Waktu saya menjadi wali kota, saya pernah diadili Komisi Pengawas Persaingan Usaha (KPPU) gara-gara membatasi pendirian ritel modern. Tapi sekarang minimarket baik punya lokal maupun nasional sudah masuk sampai ke pelosok-pelosok. Malah ada juga yang buka selama 24 jam.
Warung Madura yang ramai diperbincangkan publik sekarang banyak bertebaran di Pulau Jawa termasuk Bali.

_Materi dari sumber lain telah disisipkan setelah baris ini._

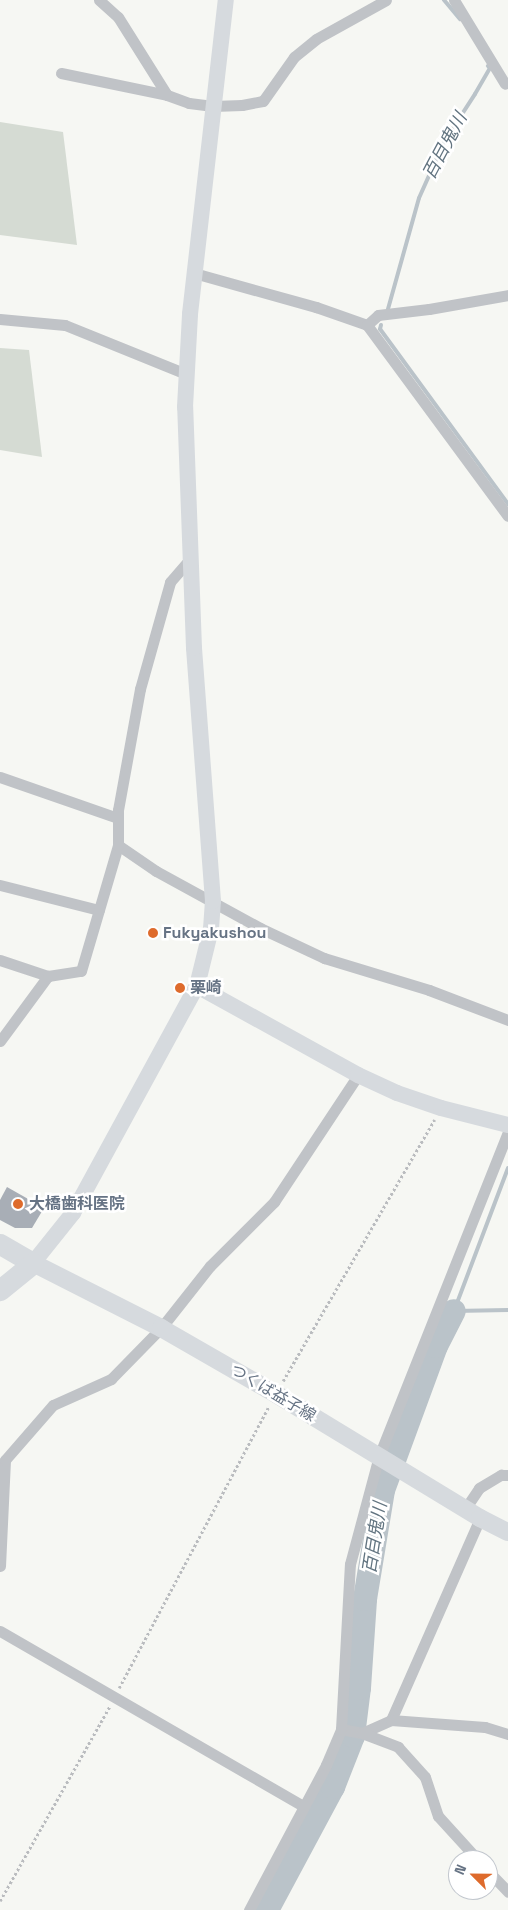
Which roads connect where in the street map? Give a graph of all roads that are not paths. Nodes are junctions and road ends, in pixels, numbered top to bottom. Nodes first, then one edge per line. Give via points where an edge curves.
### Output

Dia memang termasuk jenis warung kelontongan seperti yang dilakukan minimarket yang ada. Semua barang kebutuhan pokok ada. Hebatnya, mereka bisa melayani penjualan dalam waktu apa pun. Sekarang bukan hanya barang kelontongan saja yang ada, tetapi juga melayani pulsa, token listrik sampai bensin eceran.
Dari laman Universitas Airlangga (Unair) Surabaya, diceritakan sejarah lahirnya Warung Madura di Jakarta. Mulanya sejumlah orang Madura merantau ke Ibu Kota sekitar tahun 1990-an. Mereka merintis usaha mulai jualan kayu asal Kalimantan dan barang bekas sampai akhirnya bisnis barang kelontongan. Karena jualan barang kelontongan cepat berkembang dan merambah ke berbagai sudut kota, akhirnya warga setempat akrab menyebutnya sebagai Warung Madura.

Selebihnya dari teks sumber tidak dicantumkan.